The act of the U.S. Congress and Administration wantonly violates the three Sino-U.S. joint communiqués, severely infringes upon China’s sovereignty, brutally interferes in China’s internal affairs, and tramples on the basic norms governing international relations, and for this we express our utmost indignation and strong opposition.
Taiwan is but a province of China no matter how Lee Teng-hui tries to blur this. This fact is universally recognized by the international community including the United States.
As part of China, Taiwan is not qualified nor entitled to participate in any international organization that only sovereign countries can enter. This is a most basic principle guiding international relations that nobody can negate.

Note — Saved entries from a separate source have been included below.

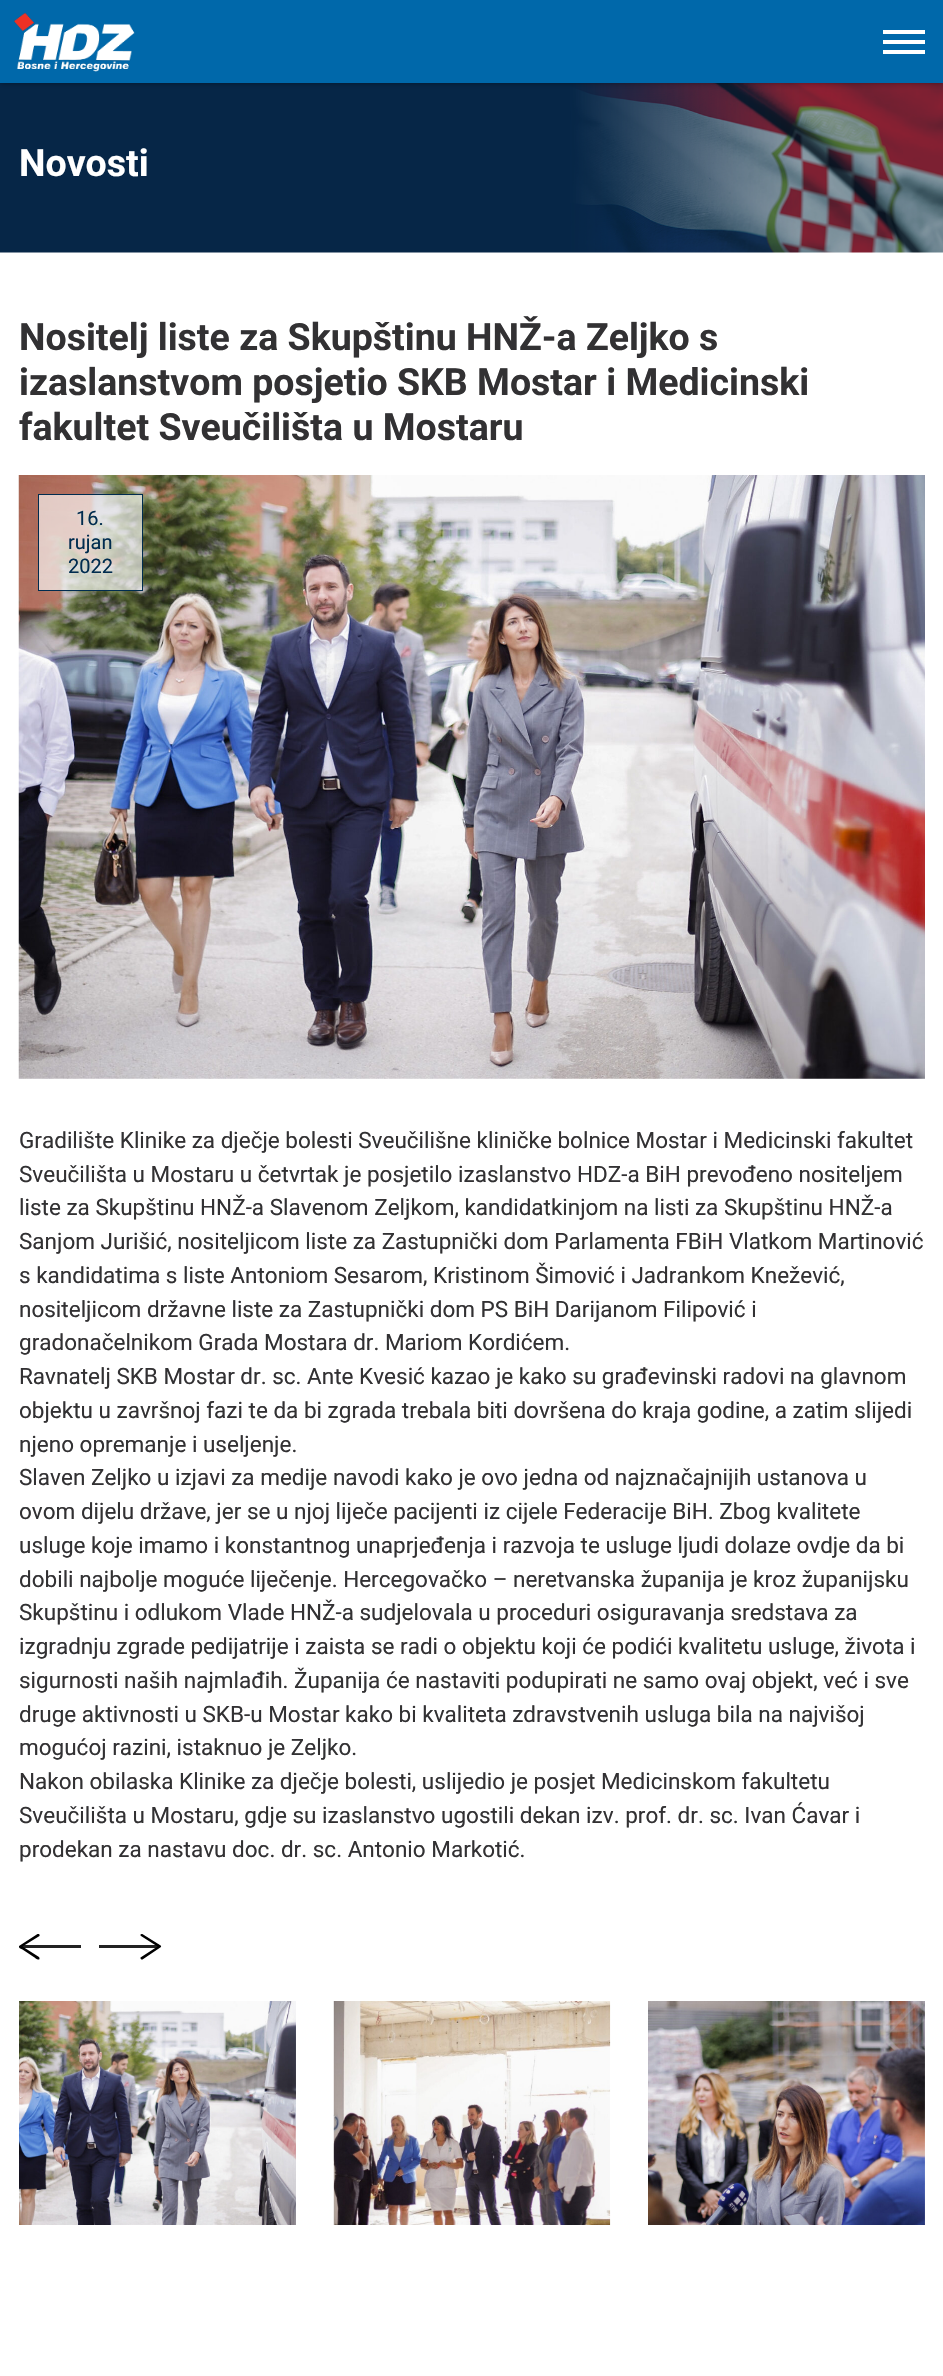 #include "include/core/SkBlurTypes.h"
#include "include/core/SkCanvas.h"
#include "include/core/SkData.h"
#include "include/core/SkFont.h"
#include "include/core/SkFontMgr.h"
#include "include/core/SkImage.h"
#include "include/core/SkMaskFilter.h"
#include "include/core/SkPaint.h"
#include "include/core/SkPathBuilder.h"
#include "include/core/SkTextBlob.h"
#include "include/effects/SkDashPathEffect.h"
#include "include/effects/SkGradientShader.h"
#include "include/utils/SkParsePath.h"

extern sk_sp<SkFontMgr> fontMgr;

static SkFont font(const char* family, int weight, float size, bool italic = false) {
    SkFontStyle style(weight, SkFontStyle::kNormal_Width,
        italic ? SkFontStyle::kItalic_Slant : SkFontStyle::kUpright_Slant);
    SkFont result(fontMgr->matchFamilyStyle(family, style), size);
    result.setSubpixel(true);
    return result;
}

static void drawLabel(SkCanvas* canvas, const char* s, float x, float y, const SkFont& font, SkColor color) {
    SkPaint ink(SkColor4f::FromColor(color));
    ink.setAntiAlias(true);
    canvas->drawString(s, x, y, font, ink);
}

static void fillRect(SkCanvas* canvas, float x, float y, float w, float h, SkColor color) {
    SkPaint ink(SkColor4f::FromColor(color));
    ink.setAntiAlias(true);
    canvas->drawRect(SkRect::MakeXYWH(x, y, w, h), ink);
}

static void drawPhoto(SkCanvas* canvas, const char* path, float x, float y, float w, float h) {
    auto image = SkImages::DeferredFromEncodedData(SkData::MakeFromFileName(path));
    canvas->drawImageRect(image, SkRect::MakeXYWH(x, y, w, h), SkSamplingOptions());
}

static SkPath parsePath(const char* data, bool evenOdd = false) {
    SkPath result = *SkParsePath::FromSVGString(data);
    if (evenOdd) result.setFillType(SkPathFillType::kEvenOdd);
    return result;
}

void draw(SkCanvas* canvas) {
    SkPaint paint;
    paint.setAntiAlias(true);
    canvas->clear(0xFFFFFFFF);
    drawPhoto(canvas, "assets/img2.png", 0, 83, 943, 170);
    paint.setColor(0x66000000);
    paint.setMaskFilter(SkMaskFilter::MakeBlur(kNormal_SkBlurStyle, 3));
    canvas->drawRect(SkRect::MakeXYWH(0, 0, 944, 83), paint);
    paint.setMaskFilter(nullptr);
    fillRect(canvas, 0, 0, 943, 83, 0xFF0068AA);
    drawPhoto(canvas, "assets/img1.png", 14, 13, 121, 59);
    fillRect(canvas, 883, 40, 42, 4, 0xFFFFFFFF);
    fillRect(canvas, 883, 30, 42, 4, 0xFFFFFFFF);
    fillRect(canvas, 883, 50, 42, 4, 0xFFFFFFFF);
    SkFont font1 = font("Roboto", 700, 37.5f);
    drawLabel(canvas, "Novosti", 19, 176, font1, 0xFFFFFFFF);
    drawLabel(canvas, "Nositelj liste za Skupštinu HNŽ-a Zeljko s", 19, 350, font1, 0xFF323133);
    drawLabel(canvas, "izaslanstvom posjetio SKB Mostar i Medicinski", 19, 395, font1, 0xFF323133);
    drawLabel(canvas, "fakultet Sveučilišta u Mostaru", 19, 440, font1, 0xFF323133);
    drawPhoto(canvas, "assets/img3.png", 18, 475, 907, 604);
    paint.setColor(0xA3FFFFFF);
    canvas->drawRect(SkRect::MakeXYWH(38.5f, 494.5f, 104, 96), paint);
    paint.setStroke(true);
    paint.setStrokeWidth(1);
    paint.setColor(0xFF002C4F);
    canvas->drawRect(SkRect::MakeXYWH(38.5f, 494.5f, 104, 96), paint);
    SkFont font2 = font("Roboto", 400, 20);
    drawLabel(canvas, "16.", 76, 525, font2, 0xFF002C4F);
    drawLabel(canvas, "rujan", 68, 549, font2, 0xFF002C4F);
    drawLabel(canvas, "2022", 68, 573, font2, 0xFF002C4F);
    SkFont font3 = font("Roboto", 400, 22.5f);
    drawLabel(canvas, "Gradilište Klinike za dječje bolesti Sveučilišne kliničke bolnice Mostar i Medicinski fakultet", 19, 1148, font3, 0xFF323133);
    drawLabel(canvas, "Sveučilišta u Mostaru u četvrtak je posjetilo izaslanstvo HDZ-a BiH prevođeno nositeljem", 19, 1182, font3, 0xFF323133);
    drawLabel(canvas, "liste za Skupštinu HNŽ-a Slavenom Zeljkom, kandidatkinjom na listi za Skupštinu HNŽ-a", 19, 1215, font3, 0xFF323133);
    drawLabel(canvas, "Sanjom Jurišić, nositeljicom liste za Zastupnički dom Parlamenta FBiH Vlatkom Martinović", 19, 1249, font3, 0xFF323133);
    drawLabel(canvas, "s kandidatima s liste Antoniom Sesarom, Kristinom Šimović i Jadrankom Knežević,", 19, 1283, font3, 0xFF323133);
    drawLabel(canvas, "nositeljicom državne liste za Zastupnički dom PS BiH Darijanom Filipović i", 19, 1317, font3, 0xFF323133);
    drawLabel(canvas, "gradonačelnikom Grada Mostara dr. Mariom Kordićem.", 19, 1350, font3, 0xFF323133);
    drawLabel(canvas, "Ravnatelj SKB Mostar dr. sc. Ante Kvesić kazao je kako su građevinski radovi na glavnom", 19, 1384, font3, 0xFF323133);
    drawLabel(canvas, "objektu u završnoj fazi te da bi zgrada trebala biti dovršena do kraja godine, a zatim slijedi", 19, 1418, font3, 0xFF323133);
    drawLabel(canvas, "njeno opremanje i useljenje.", 19, 1452, font3, 0xFF323133);
    drawLabel(canvas, "Slaven Zeljko u izjavi za medije navodi kako je ovo jedna od najznačajnijih ustanova u", 19, 1485, font3, 0xFF323133);
    drawLabel(canvas, "ovom dijelu države, jer se u njoj liječe pacijenti iz cijele Federacije BiH. Zbog kvalitete", 19, 1519, font3, 0xFF323133);
    drawLabel(canvas, "usluge koje imamo i konstantnog unaprjeđenja i razvoja te usluge ljudi dolaze ovdje da bi", 19, 1553, font3, 0xFF323133);
    drawLabel(canvas, "dobili najbolje moguće liječenje. Hercegovačko – neretvanska županija je kroz županijsku", 19, 1587, font3, 0xFF323133);
    drawLabel(canvas, "Skupštinu i odlukom Vlade HNŽ-a sudjelovala u proceduri osiguravanja sredstava za", 19, 1620, font3, 0xFF323133);
    drawLabel(canvas, "izgradnju zgrade pedijatrije i zaista se radi o objektu koji će podići kvalitetu usluge, života i", 19, 1654, font3, 0xFF323133);
    drawLabel(canvas, "sigurnosti naših najmlađih. Županija će nastaviti podupirati ne samo ovaj objekt, već i sve", 19, 1688, font3, 0xFF323133);
    drawLabel(canvas, "druge aktivnosti u SKB-u Mostar kako bi kvaliteta zdravstvenih usluga bila na najvišoj", 19, 1722, font3, 0xFF323133);
    drawLabel(canvas, "mogućoj razini, istaknuo je Zeljko.", 19, 1755, font3, 0xFF323133);
    drawLabel(canvas, "Nakon obilaska Klinike za dječje bolesti, uslijedio je posjet Medicinskom fakultetu", 19, 1789, font3, 0xFF323133);
    drawLabel(canvas, "Sveučilišta u Mostaru, gdje su izaslanstvo ugostili dekan izv. prof. dr. sc. Ivan Ćavar i", 19, 1823, font3, 0xFF323133);
    drawLabel(canvas, "prodekan za nastavu doc. dr. sc. Antonio Markotić.", 19, 1857, font3, 0xFF323133);
    fillRect(canvas, 22, 1945, 59, 3, 0xFF222222);
    canvas->save();
    canvas->clipRect(SkRect::MakeXYWH(19, 1934, 62, 26));
    paint.setStroke(false);
    paint.setColor(0xFF000000);
    canvas->drawPath(parsePath("M39.5 1959C39.5 1958.5 39.5 1957.5 39 1957L22.5 1946.5L39.5 1936C40 1934.5 38.5 1933 37.5 1934L19 1946C18 1948 22 1949.5 22.5 1949.5L34.5 1957.5C34.5 1957.5 38.5 1961 39.5 1959Z"), paint);
    canvas->restore();
    fillRect(canvas, 99, 1945, 59, 3, 0xFF222222);
    canvas->drawPath(parsePath("M140.5 1934.5C140.5 1935 140.5 1936 141 1936L157.5 1946.5L140.5 1957.5C140 1958.5 141.5 1960 142.5 1959.5L161 1947C162 1945.5 158 1944 157.5 1943.5L145.5 1936C145.5 1936 141.5 1932.5 140.5 1934.5Z"), paint);
    drawPhoto(canvas, "assets/img4.png", 19, 2001, 277, 224);
    drawPhoto(canvas, "assets/img5.png", 333, 2001, 278, 224);
    drawPhoto(canvas, "assets/img6.png", 648, 2001, 277, 224);
}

The U.S. leaders and administration have repeatedly and openly stated their adherence to the “one-China” policy, and even after Lee Teng-hui started to advocate his “Two-States” remarks in an attempt to split the motherland, they again clearly promised not to support “Taiwan independence,” not to support “two-Chinas” or “one China, one Taiwan,” and not to support Taiwan to enter into any international organization that only sovereign countries can join. However, the U.S. government so quickly went back on its words and, regardless of the universally-recognized international law and basic norms governing international relations, openly came out to support Taiwan in “participating” in the WHO that only sovereign countries can enter, trying to bolster the Taiwan authorities in their attempt to create “two-Chinas” or “one China, one Taiwan,” and to lay obstacles for China’s reunification cause.

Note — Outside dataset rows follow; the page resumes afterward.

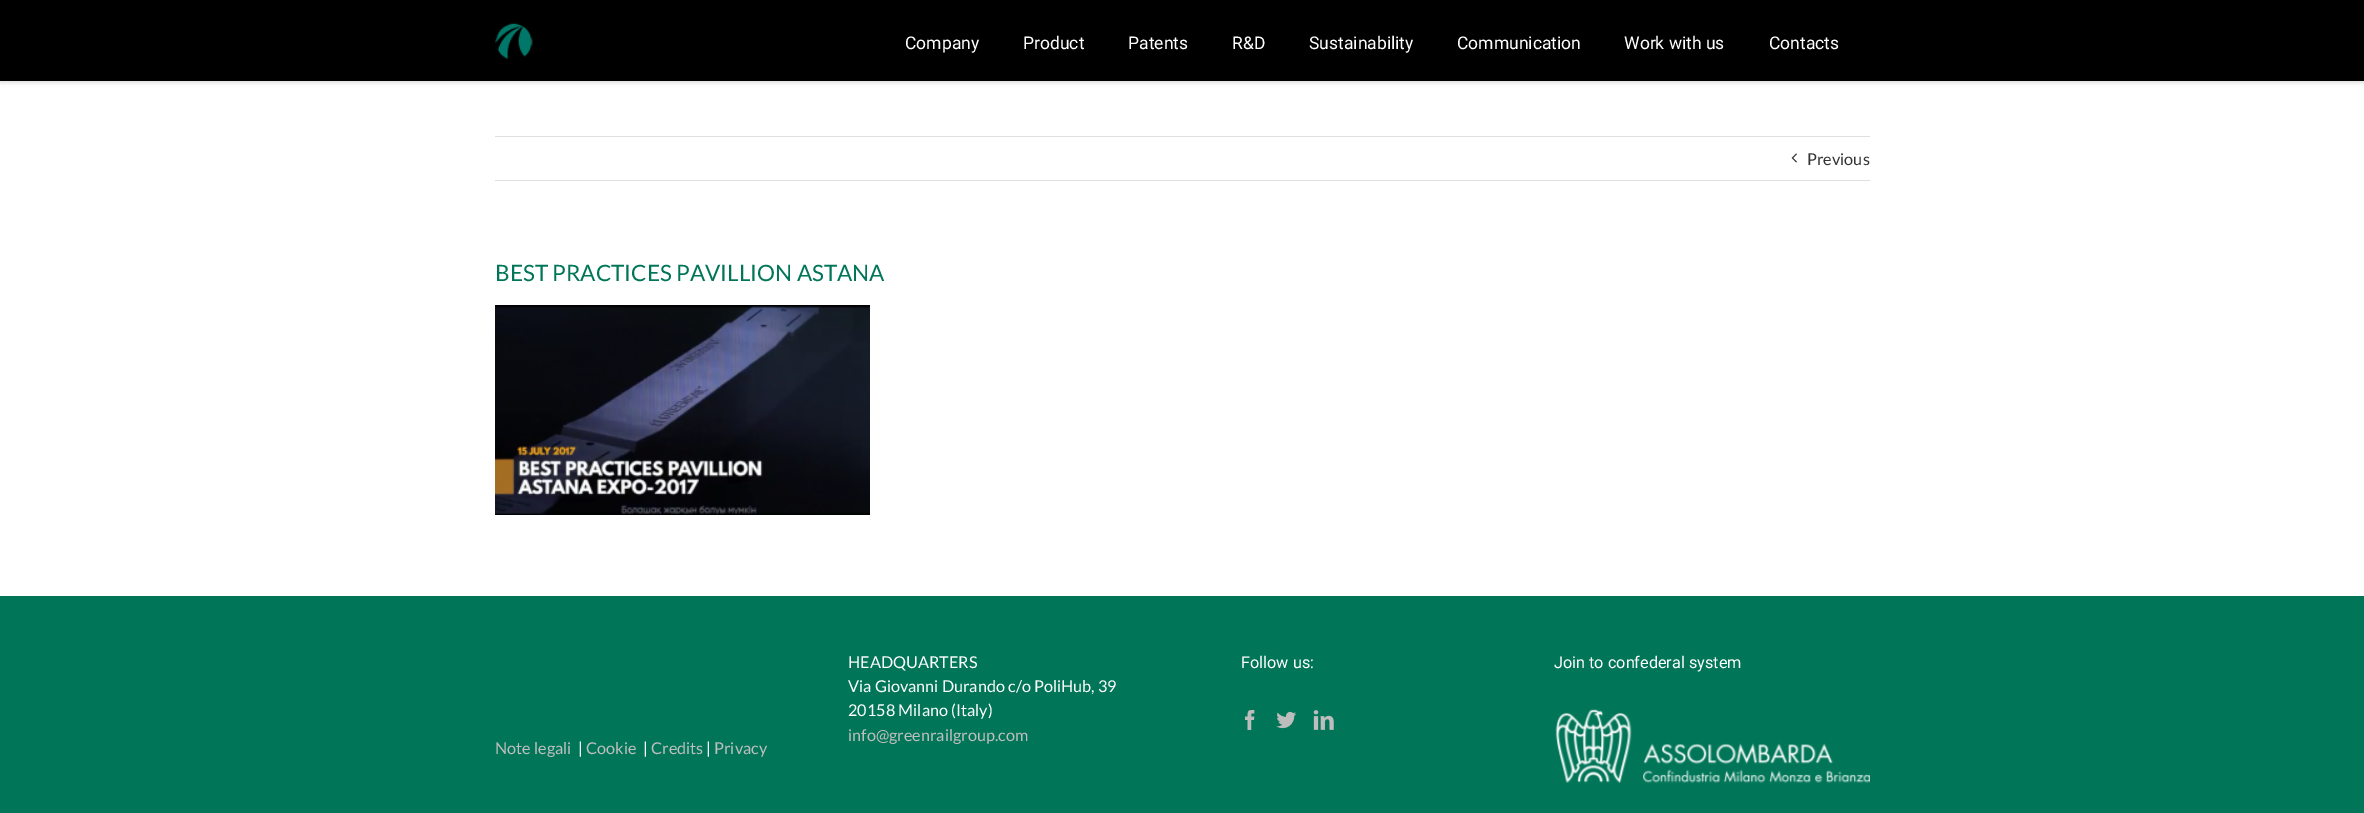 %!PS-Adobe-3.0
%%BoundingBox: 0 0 2364 813
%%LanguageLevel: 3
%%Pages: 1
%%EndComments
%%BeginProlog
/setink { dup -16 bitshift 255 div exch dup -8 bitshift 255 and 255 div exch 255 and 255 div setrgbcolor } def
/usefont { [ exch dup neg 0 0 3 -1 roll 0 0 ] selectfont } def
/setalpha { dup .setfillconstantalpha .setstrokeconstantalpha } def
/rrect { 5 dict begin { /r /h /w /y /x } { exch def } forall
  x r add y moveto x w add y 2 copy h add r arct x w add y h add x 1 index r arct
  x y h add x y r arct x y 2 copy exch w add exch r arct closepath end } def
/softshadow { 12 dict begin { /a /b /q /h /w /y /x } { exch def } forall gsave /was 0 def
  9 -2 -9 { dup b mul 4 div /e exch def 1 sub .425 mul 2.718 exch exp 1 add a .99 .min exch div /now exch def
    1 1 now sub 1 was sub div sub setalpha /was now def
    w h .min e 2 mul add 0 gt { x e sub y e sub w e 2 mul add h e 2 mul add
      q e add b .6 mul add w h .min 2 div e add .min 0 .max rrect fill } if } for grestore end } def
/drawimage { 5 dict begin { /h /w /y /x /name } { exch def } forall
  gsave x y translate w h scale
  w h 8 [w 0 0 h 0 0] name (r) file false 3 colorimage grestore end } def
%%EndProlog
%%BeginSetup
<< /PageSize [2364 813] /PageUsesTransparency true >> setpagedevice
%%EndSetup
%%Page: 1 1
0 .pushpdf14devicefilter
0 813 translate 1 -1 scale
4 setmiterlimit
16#FFFFFF setink
0 0 2364 813 rectfill
16#000000 setink
0 1 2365 82 0 2 0.12 softshadow
0 0 2364 81 rectfill
(img1.raw) 495 23 38 36 drawimage
/Roboto-Regular 17.5 usefont
16#FFFFFF setink
[
    [(Company) 905 49]
    [(Product) 1023 49]
    [(Patents) 1128 49]
    [(R&D) 1232 49]
    [(Sustainability) 1309 49]
    [(Communication) 1457 49]
    [(Work with us) 1624 49]
    [(Contacts) 1769 49]
] { aload pop moveto show } forall
16#E0DEDE setink
495 136 1375 1 rectfill
495 180 1375 1 rectfill
(img2.raw) 1791 153 6 10 drawimage
/Lato-Regular 16.25 usefont
16#333333 setink
1807 165 moveto (Previous) show
/Lato-Regular 22.5 usefont
16#007557 setink
495 281 moveto (BEST PRACTICES PAVILLION ASTANA) show
(img3.raw) 495 305 375 210 drawimage
0 596 2364 217 rectfill
/Lato-Regular 16.25 usefont
16#FFFFFF setink
[
    [(HEADQUARTERS) 848 668]
    [(Via Giovanni Durando c/o PoliHub, 39) 848 692]
    [(20158 Milano \(Italy\)) 848 716]
] { aload pop moveto show } forall
16#BFBFBF setink
848 741 moveto (info@greenrailgroup.com) show
/Roboto-Regular 16.25 usefont
16#FFFFFF setink
1241 668 moveto (Follow us:) show
(img4.raw) 1245 710 10 20 drawimage
(img5.raw) 1276 711 21 18 drawimage
(img6.raw) 1313 710 21 20 drawimage
1554 668 moveto (Join to confederal system) show
(img7.raw) 1555 709 315 74 drawimage
/Lato-Regular 16.25 usefont
16#BFBFBF setink
495 754 moveto (Note legali) show
16#FFFFFF setink
578 754 moveto (|) show
16#BFBFBF setink
586 754 moveto (Cookie) show
16#FFFFFF setink
643 754 moveto (|) show
16#BFBFBF setink
651 754 moveto (Credits) show
16#FFFFFF setink
706 754 moveto (|) show
16#BFBFBF setink
714 754 moveto (Privacy) show
.poppdf14devicefilter showpage
%%EOF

The Taiwan issue is the most essential and most sensitive at the core of Sino-U.S. relations. The governments and leaders of the two countries have a consensus understanding of this. The Taiwan issue is a matter concerning China’s national sovereignty and territorial integrity, from which the Chinese people will never retreat.
Source: Statement of Chinese NPC Foreign Affairs Committee Opposing U.S. Support of Taiwan’s Attempt to Participate in WHO. (n. d.). Retrieved March 13, 2009, from http://www.china-embassy.org/eng/sgxx/sggg/rdsm/t34866.htm
Further Reading
Chiu Hungdah & Shao-chuan Leng. (Eds.). (1984). China: Seventy years after the 1911 Hsin-hai Revolution. Charlottesville: University of Virginia Press.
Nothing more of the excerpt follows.